- TASK ITEM: From the material below, copy every line in which the word "Write" occurs.

- RECORDS SUPPLIED:

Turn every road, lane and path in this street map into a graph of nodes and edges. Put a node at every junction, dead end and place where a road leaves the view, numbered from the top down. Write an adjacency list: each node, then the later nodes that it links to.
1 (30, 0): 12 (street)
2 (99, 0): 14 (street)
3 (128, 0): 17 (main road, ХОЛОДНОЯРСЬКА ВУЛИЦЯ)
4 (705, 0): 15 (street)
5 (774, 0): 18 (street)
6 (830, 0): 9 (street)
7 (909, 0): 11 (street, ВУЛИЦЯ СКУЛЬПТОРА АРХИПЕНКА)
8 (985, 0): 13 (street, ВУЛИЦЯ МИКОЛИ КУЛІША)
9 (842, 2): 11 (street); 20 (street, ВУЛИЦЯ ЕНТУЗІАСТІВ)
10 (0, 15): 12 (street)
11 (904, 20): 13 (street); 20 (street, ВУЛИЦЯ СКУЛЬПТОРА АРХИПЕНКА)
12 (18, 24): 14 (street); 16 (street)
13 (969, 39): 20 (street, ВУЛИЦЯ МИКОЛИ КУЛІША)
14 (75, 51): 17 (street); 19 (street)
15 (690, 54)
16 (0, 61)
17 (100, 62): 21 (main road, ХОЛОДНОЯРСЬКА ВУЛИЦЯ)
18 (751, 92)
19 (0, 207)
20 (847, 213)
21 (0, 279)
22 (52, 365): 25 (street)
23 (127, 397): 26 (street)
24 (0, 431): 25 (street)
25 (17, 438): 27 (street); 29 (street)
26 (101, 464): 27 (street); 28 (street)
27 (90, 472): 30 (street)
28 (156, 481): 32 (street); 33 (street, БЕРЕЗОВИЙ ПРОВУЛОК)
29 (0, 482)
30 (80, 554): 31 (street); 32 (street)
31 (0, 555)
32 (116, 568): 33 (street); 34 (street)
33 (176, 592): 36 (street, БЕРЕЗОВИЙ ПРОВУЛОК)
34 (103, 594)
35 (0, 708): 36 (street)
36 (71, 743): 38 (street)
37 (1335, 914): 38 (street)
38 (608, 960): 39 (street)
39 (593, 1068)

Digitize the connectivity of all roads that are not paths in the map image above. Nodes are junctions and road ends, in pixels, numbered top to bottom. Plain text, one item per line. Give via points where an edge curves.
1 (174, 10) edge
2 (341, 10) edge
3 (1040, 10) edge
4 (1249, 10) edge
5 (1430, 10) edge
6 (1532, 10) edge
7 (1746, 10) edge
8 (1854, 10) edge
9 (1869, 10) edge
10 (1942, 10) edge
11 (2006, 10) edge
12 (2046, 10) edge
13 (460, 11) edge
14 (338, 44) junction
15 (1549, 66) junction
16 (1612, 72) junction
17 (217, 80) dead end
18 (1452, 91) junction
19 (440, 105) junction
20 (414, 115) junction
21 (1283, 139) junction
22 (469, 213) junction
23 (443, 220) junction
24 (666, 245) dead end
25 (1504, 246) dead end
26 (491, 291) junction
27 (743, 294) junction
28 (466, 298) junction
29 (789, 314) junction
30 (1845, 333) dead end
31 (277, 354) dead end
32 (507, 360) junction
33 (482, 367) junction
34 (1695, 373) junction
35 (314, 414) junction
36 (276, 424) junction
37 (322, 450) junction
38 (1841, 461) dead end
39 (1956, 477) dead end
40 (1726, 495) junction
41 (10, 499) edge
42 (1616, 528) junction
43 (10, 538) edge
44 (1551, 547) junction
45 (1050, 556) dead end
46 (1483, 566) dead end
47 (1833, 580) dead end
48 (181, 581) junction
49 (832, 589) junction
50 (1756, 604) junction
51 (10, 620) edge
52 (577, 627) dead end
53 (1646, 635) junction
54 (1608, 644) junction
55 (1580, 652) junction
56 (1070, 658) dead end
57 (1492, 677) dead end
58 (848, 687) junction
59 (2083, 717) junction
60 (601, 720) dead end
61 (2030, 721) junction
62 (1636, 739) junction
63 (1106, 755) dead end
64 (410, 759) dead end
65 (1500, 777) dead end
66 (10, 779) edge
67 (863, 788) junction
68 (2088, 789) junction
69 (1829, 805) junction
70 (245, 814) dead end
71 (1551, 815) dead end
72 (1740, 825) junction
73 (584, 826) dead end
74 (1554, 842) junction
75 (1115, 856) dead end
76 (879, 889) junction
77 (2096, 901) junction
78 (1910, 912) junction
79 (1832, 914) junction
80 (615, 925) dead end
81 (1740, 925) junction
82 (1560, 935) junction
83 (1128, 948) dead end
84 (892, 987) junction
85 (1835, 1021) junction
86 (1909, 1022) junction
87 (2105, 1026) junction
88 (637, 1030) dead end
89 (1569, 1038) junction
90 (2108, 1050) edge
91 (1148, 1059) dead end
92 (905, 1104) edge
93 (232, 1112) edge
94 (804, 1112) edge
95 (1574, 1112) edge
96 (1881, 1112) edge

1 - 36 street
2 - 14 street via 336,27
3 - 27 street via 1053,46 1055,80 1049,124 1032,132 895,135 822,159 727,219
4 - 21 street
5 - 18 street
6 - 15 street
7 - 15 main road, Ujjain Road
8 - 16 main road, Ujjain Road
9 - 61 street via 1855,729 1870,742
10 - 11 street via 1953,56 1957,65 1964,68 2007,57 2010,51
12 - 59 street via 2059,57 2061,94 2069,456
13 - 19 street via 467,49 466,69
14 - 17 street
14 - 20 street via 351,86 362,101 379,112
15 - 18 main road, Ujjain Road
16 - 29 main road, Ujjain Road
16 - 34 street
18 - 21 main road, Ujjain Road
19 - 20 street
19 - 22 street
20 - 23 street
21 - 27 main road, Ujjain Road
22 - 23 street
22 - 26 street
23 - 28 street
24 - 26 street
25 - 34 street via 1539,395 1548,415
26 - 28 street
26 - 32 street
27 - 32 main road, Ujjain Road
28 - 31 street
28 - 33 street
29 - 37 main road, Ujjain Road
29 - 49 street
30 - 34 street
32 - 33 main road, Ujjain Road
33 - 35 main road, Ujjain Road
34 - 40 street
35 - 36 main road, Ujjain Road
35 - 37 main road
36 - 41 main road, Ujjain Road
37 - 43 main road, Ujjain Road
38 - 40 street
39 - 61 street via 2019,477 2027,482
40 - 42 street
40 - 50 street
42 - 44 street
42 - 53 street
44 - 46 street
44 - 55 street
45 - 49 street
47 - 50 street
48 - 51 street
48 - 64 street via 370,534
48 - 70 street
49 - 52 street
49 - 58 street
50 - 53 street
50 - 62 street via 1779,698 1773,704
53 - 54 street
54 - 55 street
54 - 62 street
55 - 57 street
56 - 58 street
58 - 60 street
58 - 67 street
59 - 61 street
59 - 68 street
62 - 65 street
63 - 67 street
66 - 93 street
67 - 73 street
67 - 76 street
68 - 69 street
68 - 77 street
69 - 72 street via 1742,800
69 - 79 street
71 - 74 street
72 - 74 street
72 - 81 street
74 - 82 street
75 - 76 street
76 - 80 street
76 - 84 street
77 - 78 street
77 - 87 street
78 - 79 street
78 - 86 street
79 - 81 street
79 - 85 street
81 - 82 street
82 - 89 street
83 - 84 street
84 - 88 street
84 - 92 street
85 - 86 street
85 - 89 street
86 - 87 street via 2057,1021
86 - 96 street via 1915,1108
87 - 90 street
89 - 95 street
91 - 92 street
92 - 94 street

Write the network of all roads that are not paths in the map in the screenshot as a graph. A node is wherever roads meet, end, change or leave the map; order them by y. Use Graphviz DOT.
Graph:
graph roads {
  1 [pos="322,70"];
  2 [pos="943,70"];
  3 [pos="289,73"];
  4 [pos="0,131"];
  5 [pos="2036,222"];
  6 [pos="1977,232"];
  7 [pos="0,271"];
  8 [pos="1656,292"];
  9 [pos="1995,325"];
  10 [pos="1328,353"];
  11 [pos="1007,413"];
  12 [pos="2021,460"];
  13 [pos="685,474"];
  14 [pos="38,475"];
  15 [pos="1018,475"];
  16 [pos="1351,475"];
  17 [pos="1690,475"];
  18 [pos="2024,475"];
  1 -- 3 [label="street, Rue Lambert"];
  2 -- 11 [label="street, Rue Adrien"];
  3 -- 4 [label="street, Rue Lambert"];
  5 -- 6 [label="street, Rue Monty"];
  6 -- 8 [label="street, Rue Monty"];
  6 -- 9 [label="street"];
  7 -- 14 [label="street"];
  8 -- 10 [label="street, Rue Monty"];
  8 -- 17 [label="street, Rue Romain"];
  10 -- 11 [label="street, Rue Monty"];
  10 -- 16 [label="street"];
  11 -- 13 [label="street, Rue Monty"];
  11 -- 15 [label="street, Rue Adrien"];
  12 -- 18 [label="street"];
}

- SOLUTION:
Turn every road, lane and path in this street map into a graph of nodes and edges. Put a node at every junction, dead end and place where a road leaves the view, numbered from the top down. Write an adjacency list: each node, then the later nodes that it links to.
Write the network of all roads that are not paths in the map in the screenshot as a graph. A node is wherever roads meet, end, change or leave the map; order them by y. Use Graphviz DOT.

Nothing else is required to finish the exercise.